**DESCRIPTION OF THE TASK**
Give the data below again exactly as it stands. Omit the pictures.

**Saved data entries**
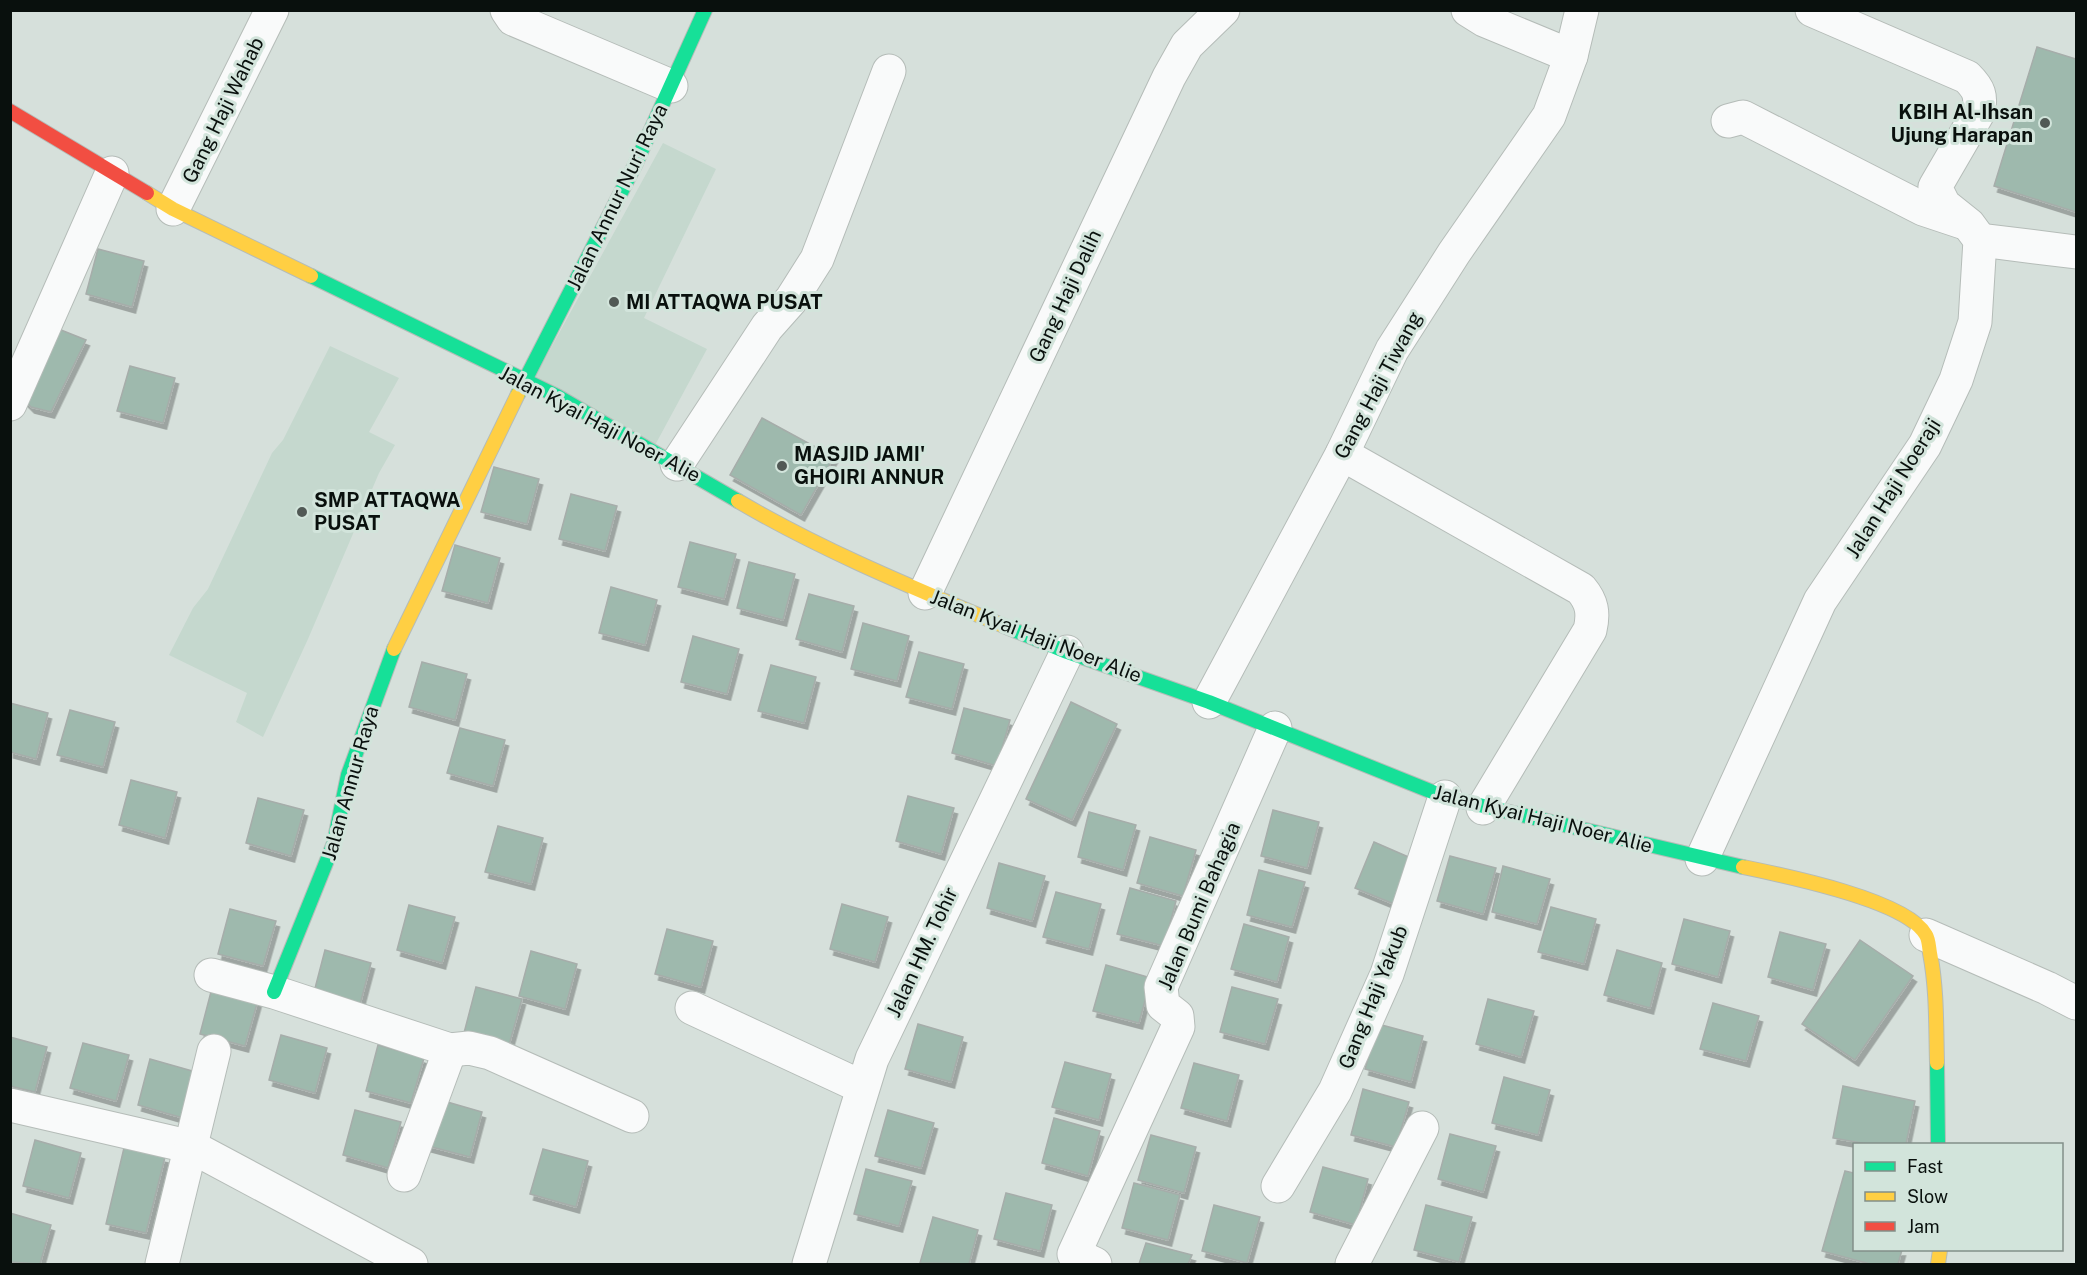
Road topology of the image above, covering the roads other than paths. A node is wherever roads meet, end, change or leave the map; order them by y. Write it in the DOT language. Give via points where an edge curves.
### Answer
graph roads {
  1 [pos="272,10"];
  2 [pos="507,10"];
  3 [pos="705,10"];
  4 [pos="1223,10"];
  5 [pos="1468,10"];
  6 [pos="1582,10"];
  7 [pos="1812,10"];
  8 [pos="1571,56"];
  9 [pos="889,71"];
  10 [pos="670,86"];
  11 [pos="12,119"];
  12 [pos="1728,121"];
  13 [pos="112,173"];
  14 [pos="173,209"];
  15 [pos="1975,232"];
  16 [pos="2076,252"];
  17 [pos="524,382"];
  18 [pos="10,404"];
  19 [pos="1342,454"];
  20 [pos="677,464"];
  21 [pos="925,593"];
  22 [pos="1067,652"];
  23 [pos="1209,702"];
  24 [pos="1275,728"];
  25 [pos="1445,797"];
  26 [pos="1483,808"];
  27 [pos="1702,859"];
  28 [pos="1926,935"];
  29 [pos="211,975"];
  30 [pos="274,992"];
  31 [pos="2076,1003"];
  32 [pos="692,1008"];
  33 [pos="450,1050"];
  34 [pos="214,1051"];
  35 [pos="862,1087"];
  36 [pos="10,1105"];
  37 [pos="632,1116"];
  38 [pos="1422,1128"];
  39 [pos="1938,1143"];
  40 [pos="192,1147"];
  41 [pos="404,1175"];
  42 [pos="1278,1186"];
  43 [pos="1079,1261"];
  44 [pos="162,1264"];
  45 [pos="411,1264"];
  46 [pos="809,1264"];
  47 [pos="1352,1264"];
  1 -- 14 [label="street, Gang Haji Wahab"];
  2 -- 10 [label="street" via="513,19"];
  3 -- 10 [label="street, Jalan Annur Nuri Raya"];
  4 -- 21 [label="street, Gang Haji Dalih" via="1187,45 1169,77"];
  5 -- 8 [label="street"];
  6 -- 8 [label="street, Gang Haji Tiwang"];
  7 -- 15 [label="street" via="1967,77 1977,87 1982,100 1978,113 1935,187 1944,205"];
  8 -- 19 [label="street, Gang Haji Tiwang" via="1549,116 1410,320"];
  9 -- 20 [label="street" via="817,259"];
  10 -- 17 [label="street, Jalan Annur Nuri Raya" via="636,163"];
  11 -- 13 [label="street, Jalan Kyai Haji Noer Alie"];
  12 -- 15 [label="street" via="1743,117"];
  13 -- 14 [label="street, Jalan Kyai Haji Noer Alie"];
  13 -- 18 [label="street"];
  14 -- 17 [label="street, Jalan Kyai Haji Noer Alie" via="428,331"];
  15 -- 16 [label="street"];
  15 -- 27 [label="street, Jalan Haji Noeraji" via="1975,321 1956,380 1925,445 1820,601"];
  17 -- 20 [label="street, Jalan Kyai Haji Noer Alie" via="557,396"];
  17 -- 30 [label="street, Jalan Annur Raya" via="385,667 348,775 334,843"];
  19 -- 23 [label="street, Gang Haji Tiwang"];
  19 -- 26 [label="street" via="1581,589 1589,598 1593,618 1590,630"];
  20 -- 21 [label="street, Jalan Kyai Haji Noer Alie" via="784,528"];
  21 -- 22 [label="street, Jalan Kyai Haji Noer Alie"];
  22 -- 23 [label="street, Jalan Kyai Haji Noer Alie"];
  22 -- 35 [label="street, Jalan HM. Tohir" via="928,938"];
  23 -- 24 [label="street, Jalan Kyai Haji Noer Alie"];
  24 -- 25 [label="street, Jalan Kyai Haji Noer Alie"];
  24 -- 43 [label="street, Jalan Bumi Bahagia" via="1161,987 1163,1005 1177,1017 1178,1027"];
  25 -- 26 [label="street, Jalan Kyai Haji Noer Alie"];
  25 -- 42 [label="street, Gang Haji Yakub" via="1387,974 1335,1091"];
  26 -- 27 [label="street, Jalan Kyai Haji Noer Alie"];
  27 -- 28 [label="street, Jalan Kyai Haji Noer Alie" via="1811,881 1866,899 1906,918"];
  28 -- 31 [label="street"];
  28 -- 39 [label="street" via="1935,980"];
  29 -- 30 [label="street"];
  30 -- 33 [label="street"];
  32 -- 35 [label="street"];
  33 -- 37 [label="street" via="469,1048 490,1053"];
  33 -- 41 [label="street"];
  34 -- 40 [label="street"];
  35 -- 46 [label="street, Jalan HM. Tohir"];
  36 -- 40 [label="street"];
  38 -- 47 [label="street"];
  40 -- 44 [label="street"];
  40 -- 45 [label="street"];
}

**ANSWER TO THIS TASK**
Road topology of the image above, covering the roads other than paths. A node is wherever roads meet, end, change or leave the map; order them by y. Write it in the DOT language. Give via points where an edge curves.
### Answer
graph roads {
  1 [pos="272,10"];
  2 [pos="507,10"];
  3 [pos="705,10"];
  4 [pos="1223,10"];
  5 [pos="1468,10"];
  6 [pos="1582,10"];
  7 [pos="1812,10"];
  8 [pos="1571,56"];
  9 [pos="889,71"];
  10 [pos="670,86"];
  11 [pos="12,119"];
  12 [pos="1728,121"];
  13 [pos="112,173"];
  14 [pos="173,209"];
  15 [pos="1975,232"];
  16 [pos="2076,252"];
  17 [pos="524,382"];
  18 [pos="10,404"];
  19 [pos="1342,454"];
  20 [pos="677,464"];
  21 [pos="925,593"];
  22 [pos="1067,652"];
  23 [pos="1209,702"];
  24 [pos="1275,728"];
  25 [pos="1445,797"];
  26 [pos="1483,808"];
  27 [pos="1702,859"];
  28 [pos="1926,935"];
  29 [pos="211,975"];
  30 [pos="274,992"];
  31 [pos="2076,1003"];
  32 [pos="692,1008"];
  33 [pos="450,1050"];
  34 [pos="214,1051"];
  35 [pos="862,1087"];
  36 [pos="10,1105"];
  37 [pos="632,1116"];
  38 [pos="1422,1128"];
  39 [pos="1938,1143"];
  40 [pos="192,1147"];
  41 [pos="404,1175"];
  42 [pos="1278,1186"];
  43 [pos="1079,1261"];
  44 [pos="162,1264"];
  45 [pos="411,1264"];
  46 [pos="809,1264"];
  47 [pos="1352,1264"];
  1 -- 14 [label="street, Gang Haji Wahab"];
  2 -- 10 [label="street" via="513,19"];
  3 -- 10 [label="street, Jalan Annur Nuri Raya"];
  4 -- 21 [label="street, Gang Haji Dalih" via="1187,45 1169,77"];
  5 -- 8 [label="street"];
  6 -- 8 [label="street, Gang Haji Tiwang"];
  7 -- 15 [label="street" via="1967,77 1977,87 1982,100 1978,113 1935,187 1944,205"];
  8 -- 19 [label="street, Gang Haji Tiwang" via="1549,116 1410,320"];
  9 -- 20 [label="street" via="817,259"];
  10 -- 17 [label="street, Jalan Annur Nuri Raya" via="636,163"];
  11 -- 13 [label="street, Jalan Kyai Haji Noer Alie"];
  12 -- 15 [label="street" via="1743,117"];
  13 -- 14 [label="street, Jalan Kyai Haji Noer Alie"];
  13 -- 18 [label="street"];
  14 -- 17 [label="street, Jalan Kyai Haji Noer Alie" via="428,331"];
  15 -- 16 [label="street"];
  15 -- 27 [label="street, Jalan Haji Noeraji" via="1975,321 1956,380 1925,445 1820,601"];
  17 -- 20 [label="street, Jalan Kyai Haji Noer Alie" via="557,396"];
  17 -- 30 [label="street, Jalan Annur Raya" via="385,667 348,775 334,843"];
  19 -- 23 [label="street, Gang Haji Tiwang"];
  19 -- 26 [label="street" via="1581,589 1589,598 1593,618 1590,630"];
  20 -- 21 [label="street, Jalan Kyai Haji Noer Alie" via="784,528"];
  21 -- 22 [label="street, Jalan Kyai Haji Noer Alie"];
  22 -- 23 [label="street, Jalan Kyai Haji Noer Alie"];
  22 -- 35 [label="street, Jalan HM. Tohir" via="928,938"];
  23 -- 24 [label="street, Jalan Kyai Haji Noer Alie"];
  24 -- 25 [label="street, Jalan Kyai Haji Noer Alie"];
  24 -- 43 [label="street, Jalan Bumi Bahagia" via="1161,987 1163,1005 1177,1017 1178,1027"];
  25 -- 26 [label="street, Jalan Kyai Haji Noer Alie"];
  25 -- 42 [label="street, Gang Haji Yakub" via="1387,974 1335,1091"];
  26 -- 27 [label="street, Jalan Kyai Haji Noer Alie"];
  27 -- 28 [label="street, Jalan Kyai Haji Noer Alie" via="1811,881 1866,899 1906,918"];
  28 -- 31 [label="street"];
  28 -- 39 [label="street" via="1935,980"];
  29 -- 30 [label="street"];
  30 -- 33 [label="street"];
  32 -- 35 [label="street"];
  33 -- 37 [label="street" via="469,1048 490,1053"];
  33 -- 41 [label="street"];
  34 -- 40 [label="street"];
  35 -- 46 [label="street, Jalan HM. Tohir"];
  36 -- 40 [label="street"];
  38 -- 47 [label="street"];
  40 -- 44 [label="street"];
  40 -- 45 [label="street"];
}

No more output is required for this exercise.